:: Assignment ::
Lines in the records below that contain the word "dead" must each be copied.

:: Entries supplied ::
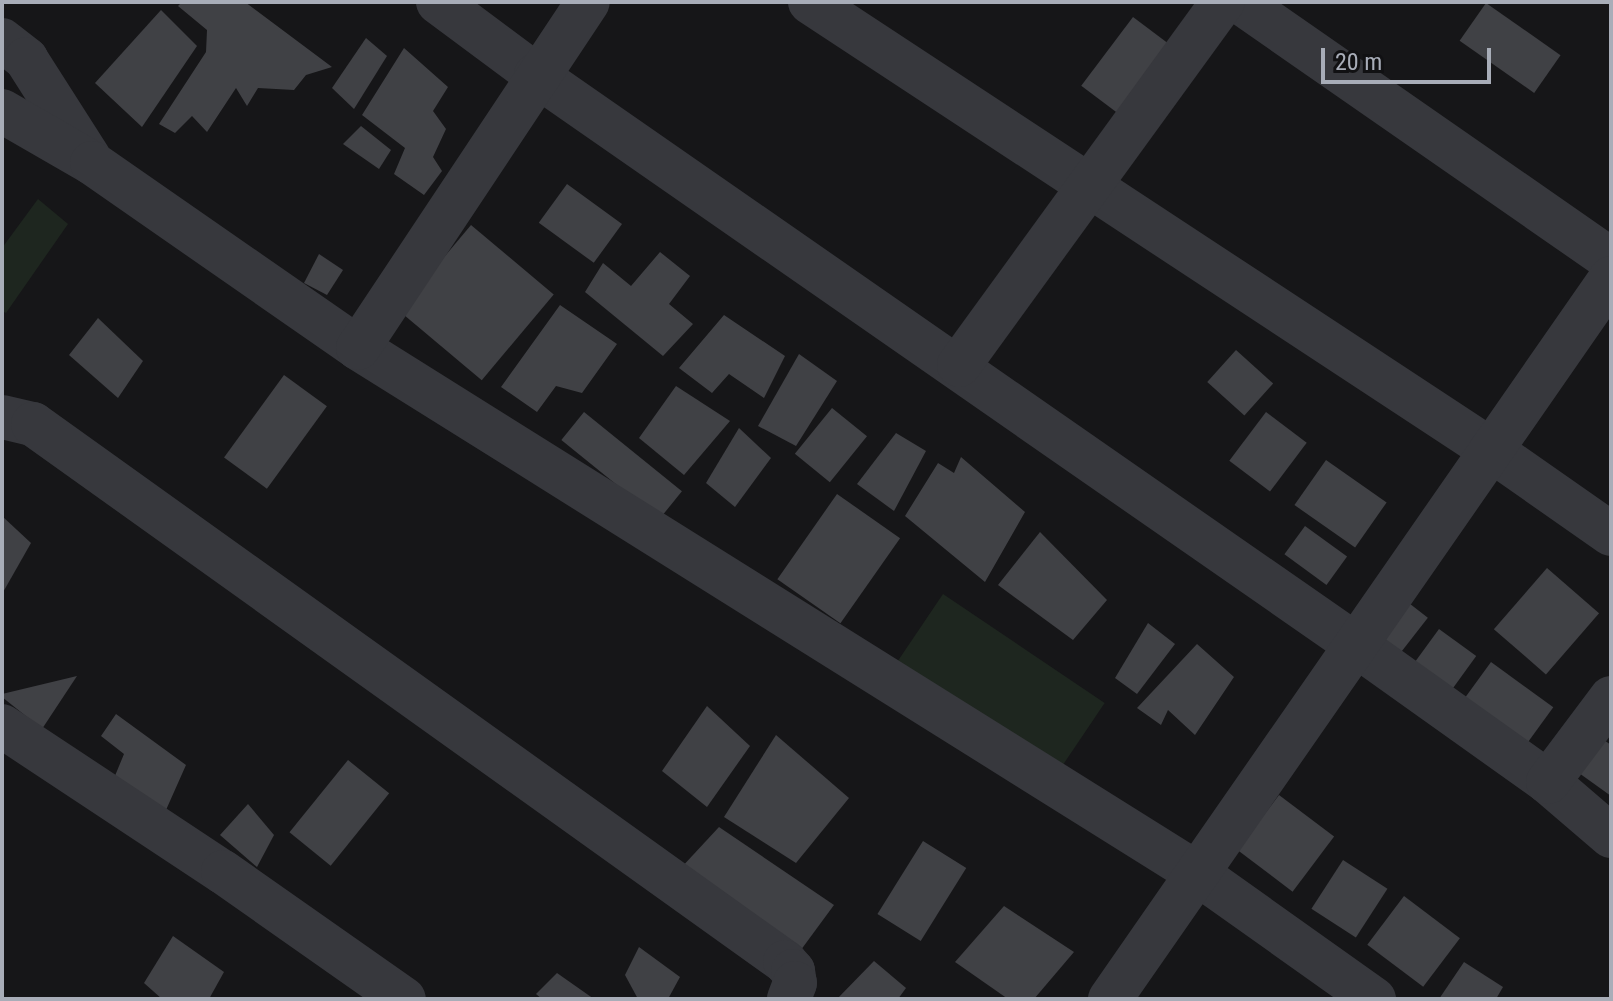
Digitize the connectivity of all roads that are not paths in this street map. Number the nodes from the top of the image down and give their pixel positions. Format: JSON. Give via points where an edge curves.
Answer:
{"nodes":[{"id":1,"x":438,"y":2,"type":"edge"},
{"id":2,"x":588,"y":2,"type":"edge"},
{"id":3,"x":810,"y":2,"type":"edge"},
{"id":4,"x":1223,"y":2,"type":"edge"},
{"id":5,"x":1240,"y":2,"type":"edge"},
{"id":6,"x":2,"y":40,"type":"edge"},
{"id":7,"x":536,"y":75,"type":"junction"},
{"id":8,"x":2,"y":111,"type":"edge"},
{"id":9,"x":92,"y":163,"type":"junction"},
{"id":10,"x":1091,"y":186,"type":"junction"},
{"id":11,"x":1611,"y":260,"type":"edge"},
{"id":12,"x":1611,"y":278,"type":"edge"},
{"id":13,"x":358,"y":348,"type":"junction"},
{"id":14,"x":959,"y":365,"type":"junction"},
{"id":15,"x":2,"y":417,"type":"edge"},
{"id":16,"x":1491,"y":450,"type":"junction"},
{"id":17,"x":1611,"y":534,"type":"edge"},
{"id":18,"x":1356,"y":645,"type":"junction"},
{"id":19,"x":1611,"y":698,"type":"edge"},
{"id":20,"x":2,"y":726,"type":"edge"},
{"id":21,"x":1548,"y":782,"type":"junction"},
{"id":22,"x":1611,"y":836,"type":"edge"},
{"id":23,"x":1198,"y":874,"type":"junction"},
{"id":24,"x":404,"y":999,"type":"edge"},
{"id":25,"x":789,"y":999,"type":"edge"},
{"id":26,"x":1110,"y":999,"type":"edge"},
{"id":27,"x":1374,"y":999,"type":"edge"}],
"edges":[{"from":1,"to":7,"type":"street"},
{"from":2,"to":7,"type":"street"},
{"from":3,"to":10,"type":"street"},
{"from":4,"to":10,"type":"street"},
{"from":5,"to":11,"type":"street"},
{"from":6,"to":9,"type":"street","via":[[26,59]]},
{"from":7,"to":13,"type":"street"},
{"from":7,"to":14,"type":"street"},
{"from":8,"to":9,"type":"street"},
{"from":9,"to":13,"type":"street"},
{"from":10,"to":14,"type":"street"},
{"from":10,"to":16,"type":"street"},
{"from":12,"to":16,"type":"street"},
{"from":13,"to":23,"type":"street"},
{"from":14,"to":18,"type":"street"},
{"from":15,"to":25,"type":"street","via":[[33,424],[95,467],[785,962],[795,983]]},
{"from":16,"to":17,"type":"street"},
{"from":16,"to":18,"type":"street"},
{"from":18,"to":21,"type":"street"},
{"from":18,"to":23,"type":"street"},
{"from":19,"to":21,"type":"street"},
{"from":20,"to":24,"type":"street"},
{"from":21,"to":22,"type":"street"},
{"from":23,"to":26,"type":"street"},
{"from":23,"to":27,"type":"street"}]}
--
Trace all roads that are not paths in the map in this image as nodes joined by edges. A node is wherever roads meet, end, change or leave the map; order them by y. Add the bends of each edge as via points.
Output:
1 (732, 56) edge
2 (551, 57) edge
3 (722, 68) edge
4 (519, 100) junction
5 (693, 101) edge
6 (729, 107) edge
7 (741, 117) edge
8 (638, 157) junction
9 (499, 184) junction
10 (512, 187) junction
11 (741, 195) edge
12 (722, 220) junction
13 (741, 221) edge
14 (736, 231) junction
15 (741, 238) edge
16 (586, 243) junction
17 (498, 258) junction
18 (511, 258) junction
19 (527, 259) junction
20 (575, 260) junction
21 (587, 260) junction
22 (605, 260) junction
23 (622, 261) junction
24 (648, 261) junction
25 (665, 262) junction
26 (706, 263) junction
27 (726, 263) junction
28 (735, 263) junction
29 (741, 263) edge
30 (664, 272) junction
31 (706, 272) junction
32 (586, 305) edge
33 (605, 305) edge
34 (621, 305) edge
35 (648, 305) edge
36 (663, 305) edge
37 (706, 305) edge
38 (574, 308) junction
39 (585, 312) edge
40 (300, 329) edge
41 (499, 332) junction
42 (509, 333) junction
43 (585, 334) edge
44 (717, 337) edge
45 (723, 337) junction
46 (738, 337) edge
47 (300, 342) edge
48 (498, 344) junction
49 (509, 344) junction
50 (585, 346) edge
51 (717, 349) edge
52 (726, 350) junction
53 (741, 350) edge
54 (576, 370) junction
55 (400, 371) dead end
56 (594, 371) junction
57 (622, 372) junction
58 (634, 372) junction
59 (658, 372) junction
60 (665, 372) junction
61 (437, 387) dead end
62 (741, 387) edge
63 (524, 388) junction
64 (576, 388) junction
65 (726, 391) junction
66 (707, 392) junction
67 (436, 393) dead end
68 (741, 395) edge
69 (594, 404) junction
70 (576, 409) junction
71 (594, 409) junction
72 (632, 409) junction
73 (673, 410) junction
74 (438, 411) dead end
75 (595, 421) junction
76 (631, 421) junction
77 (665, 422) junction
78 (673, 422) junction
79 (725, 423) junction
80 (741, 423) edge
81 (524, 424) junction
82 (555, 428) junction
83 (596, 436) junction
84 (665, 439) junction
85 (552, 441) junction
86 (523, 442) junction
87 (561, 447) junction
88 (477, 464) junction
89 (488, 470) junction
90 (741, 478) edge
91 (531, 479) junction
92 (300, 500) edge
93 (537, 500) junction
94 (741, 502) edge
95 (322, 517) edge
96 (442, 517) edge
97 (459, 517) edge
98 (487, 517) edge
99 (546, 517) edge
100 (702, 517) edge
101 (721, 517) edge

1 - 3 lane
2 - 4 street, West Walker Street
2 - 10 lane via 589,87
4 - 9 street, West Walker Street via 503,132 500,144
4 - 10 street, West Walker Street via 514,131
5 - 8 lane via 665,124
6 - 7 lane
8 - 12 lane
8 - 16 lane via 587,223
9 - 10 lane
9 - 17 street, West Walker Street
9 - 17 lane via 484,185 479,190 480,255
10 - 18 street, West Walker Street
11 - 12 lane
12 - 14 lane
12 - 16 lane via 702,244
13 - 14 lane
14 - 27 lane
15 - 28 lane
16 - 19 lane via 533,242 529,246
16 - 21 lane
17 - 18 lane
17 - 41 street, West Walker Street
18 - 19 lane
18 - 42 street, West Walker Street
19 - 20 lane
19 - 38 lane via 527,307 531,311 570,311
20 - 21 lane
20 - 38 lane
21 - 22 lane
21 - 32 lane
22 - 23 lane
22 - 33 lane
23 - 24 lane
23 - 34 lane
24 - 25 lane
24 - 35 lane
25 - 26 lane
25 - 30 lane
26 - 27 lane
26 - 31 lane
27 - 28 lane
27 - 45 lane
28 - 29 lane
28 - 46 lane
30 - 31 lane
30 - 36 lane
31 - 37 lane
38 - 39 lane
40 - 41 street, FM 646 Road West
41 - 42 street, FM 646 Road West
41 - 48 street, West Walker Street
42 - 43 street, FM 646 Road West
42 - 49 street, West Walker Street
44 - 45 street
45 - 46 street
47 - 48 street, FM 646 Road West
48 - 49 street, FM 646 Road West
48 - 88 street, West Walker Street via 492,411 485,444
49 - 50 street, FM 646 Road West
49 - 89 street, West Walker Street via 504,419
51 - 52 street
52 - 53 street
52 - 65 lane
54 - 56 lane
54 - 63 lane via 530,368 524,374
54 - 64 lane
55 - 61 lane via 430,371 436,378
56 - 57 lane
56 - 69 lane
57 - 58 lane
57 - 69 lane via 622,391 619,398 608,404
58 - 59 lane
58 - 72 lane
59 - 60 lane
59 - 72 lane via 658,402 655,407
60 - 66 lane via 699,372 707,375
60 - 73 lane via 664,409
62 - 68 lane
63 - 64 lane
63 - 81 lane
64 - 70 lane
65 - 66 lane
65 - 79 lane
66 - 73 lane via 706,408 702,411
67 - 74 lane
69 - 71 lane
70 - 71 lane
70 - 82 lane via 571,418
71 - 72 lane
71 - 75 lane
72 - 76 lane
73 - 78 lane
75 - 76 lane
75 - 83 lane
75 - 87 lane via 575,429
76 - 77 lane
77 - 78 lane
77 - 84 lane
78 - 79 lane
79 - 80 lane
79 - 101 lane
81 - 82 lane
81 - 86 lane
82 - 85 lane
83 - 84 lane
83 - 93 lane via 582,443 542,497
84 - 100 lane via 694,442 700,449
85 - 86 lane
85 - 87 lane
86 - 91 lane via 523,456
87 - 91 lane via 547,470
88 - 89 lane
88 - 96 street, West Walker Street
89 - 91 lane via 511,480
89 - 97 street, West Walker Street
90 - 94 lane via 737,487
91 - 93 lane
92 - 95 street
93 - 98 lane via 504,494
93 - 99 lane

:: Finished task ::
55 (400, 371) dead end
61 (437, 387) dead end
67 (436, 393) dead end
74 (438, 411) dead end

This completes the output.